Recently a customer asked me how they should protect their user-data that is located in their OneDrive for Business folders and here is the solution for that.
Microsoft is currently providing up to 90 days to restore deleted OneDrive objects from the recycle bin. It could seem as enough time for user-data but keep in mind that the recycle bin does not protect you in the two following scenarios:
- Data corruption.
- Version history. There is however some Office-supported file types (Word, Excel, PowerPoint and OneNote) that will create a new version of the document.

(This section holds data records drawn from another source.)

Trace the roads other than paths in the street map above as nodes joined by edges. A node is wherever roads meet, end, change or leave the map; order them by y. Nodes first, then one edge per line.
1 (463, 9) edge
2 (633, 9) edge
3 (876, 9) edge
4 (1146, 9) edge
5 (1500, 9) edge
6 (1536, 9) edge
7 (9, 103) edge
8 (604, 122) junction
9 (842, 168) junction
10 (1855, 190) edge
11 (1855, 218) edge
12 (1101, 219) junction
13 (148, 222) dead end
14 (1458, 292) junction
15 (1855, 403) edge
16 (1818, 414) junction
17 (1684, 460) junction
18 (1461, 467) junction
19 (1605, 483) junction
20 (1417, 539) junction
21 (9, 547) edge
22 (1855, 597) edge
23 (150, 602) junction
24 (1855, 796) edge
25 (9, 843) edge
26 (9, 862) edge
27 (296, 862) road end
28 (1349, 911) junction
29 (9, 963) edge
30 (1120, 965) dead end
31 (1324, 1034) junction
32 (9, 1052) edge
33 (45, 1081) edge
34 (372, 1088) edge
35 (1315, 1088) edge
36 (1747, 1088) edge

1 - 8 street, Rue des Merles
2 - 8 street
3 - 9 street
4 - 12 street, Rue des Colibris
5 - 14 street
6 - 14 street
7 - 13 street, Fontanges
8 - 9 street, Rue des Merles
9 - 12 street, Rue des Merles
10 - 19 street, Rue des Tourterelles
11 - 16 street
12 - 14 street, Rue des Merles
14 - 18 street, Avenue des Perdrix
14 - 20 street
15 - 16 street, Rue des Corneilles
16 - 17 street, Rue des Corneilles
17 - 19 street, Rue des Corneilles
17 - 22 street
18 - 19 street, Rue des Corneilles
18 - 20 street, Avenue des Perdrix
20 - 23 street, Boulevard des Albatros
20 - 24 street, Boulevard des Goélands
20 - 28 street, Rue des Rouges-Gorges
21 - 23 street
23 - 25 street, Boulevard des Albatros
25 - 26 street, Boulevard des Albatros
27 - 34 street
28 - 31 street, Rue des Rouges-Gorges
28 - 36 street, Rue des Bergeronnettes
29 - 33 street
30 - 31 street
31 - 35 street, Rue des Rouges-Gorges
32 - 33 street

Note that version history has to be turned on!
Locate path to the local-cache of the OneDrive folder.
- Right click the OneDrive-folder on the client machine and choose Properties.

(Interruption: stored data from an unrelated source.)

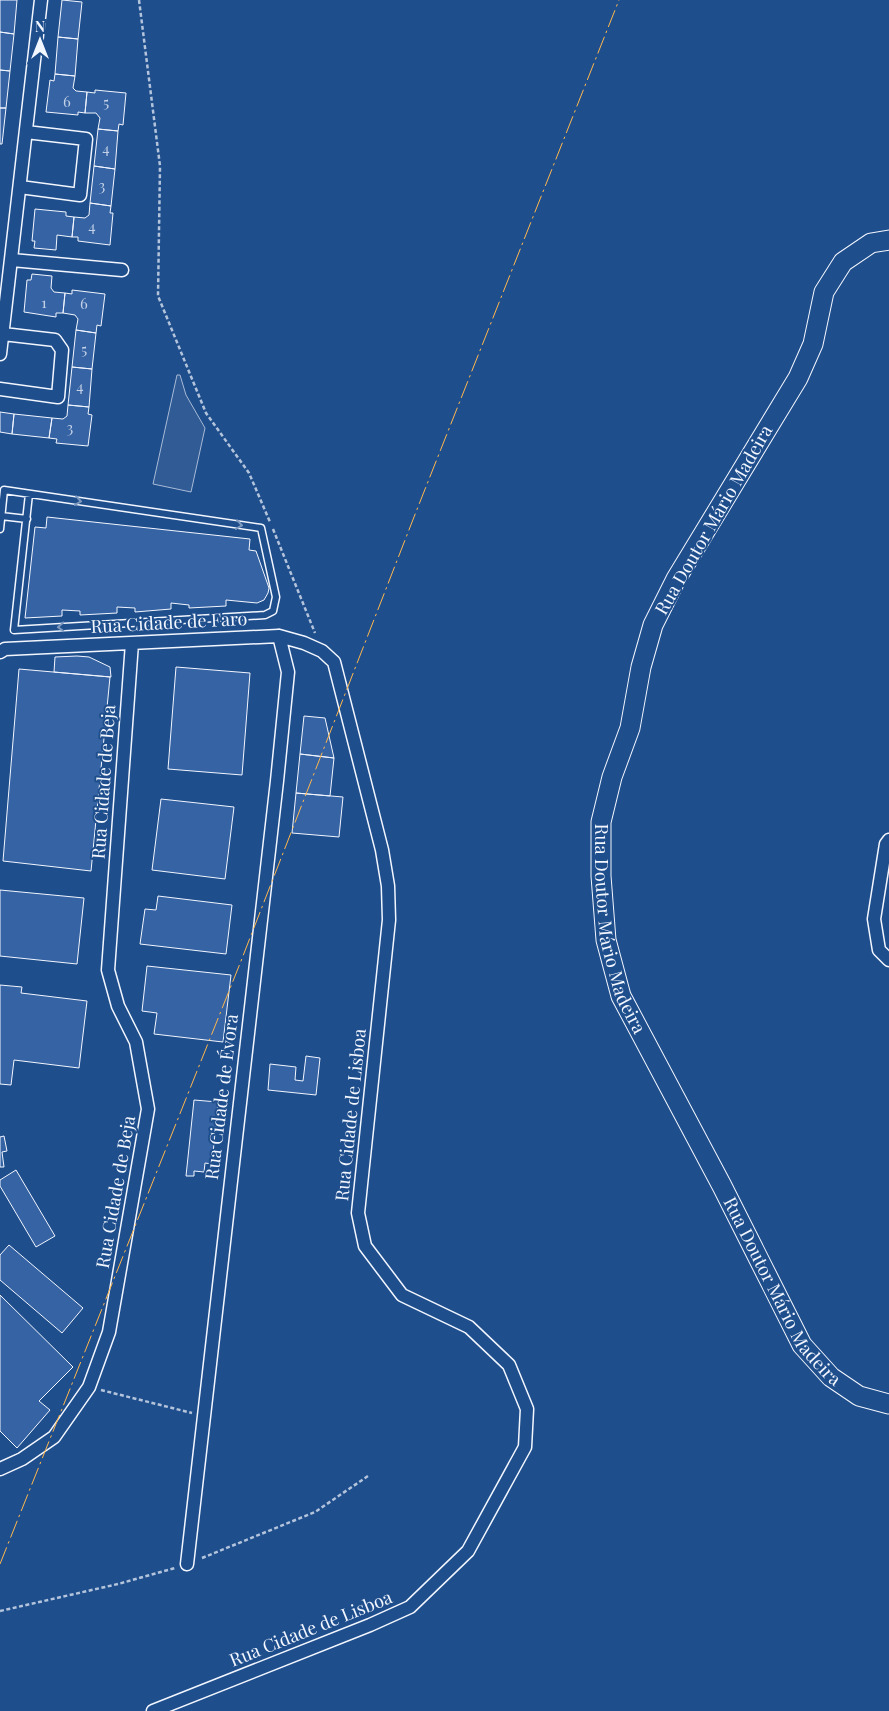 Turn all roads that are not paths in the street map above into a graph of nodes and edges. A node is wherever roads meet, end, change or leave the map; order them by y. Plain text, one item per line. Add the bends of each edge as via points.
1 (42, 0) edge
2 (26, 132) junction
3 (20, 187) junction
4 (889, 240) edge
5 (12, 260) junction
6 (122, 270) dead end
7 (3, 334) junction
8 (0, 354) edge
9 (0, 389) edge
10 (2, 490) edge
11 (30, 494) junction
12 (1, 516) edge
13 (27, 519) junction
14 (0, 529) edge
15 (279, 636) junction
16 (132, 643) junction
17 (0, 652) edge
18 (334, 662) joint
19 (889, 840) edge
20 (889, 960) edge
21 (889, 1404) edge
22 (0, 1469) edge
23 (187, 1564) dead end
24 (153, 1711) edge

1 - 2 street
2 - 3 street
2 - 3 street via 86,139 80,194
3 - 5 street
4 - 21 main road, Rua Doutor Mário Madeira via 870,243 843,262 824,292 813,344 798,378 676,579 653,625 641,667 630,728 612,777 601,822 606,940 621,996 802,1345 831,1377 860,1396
5 - 6 street
5 - 7 street
7 - 8 street
7 - 9 street via 55,340 62,350 58,397
10 - 11 lane
10 - 12 lane
11 - 13 lane
11 -> 13 lane via 261,528 276,598 273,611 265,615 14,630
12 - 13 lane
12 - 14 lane
15 - 16 street, Rua Cidade de Faro
15 - 18 street, Rua Cidade de Faro via 322,650
15 - 23 street, Rua Cidade de Évora via 288,672
16 - 17 street, Rua Cidade de Faro via 5,649
16 - 22 street, Rua Cidade de Beja via 108,970 118,1006 136,1042 148,1109 109,1332 90,1387 54,1437 22,1459
18 - 24 street, Rua Cidade de Lisboa via 382,850 388,886 389,920 358,1213 366,1246 402,1295 469,1327 509,1365 527,1409 525,1447 468,1551 410,1607 370,1626
19 - 20 street via 874,919 879,950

- Press the Location and note down the folder path.
Protect locally synchronized OneDrive-folders with DPM
- Log onto the DPM-server and open the DPM-console.
- Install the DPM-agent on the client machine from the Management-tab.
- Create a new protection group from the Protection-tab.
- After the Welcome page select the Clients option.
- Mark the client/clients computer you want to protect, press Add and press Next.
- On the Specify Inclusions and Exclusions-page. Enter the path to the OneDrive-folder and make sure you switch to Include under Path (use the variable %username% to avoid adding rows for every user)
- Continue trough the wizard and choose your protection rules, data protection method, short(/long)-term goals and storage allocation.
After the Protection Group is successfully created, be patient as it can take some time before the agent is fully configured and starts its first synchronization.
Your users offline OneDrive-data is now protected!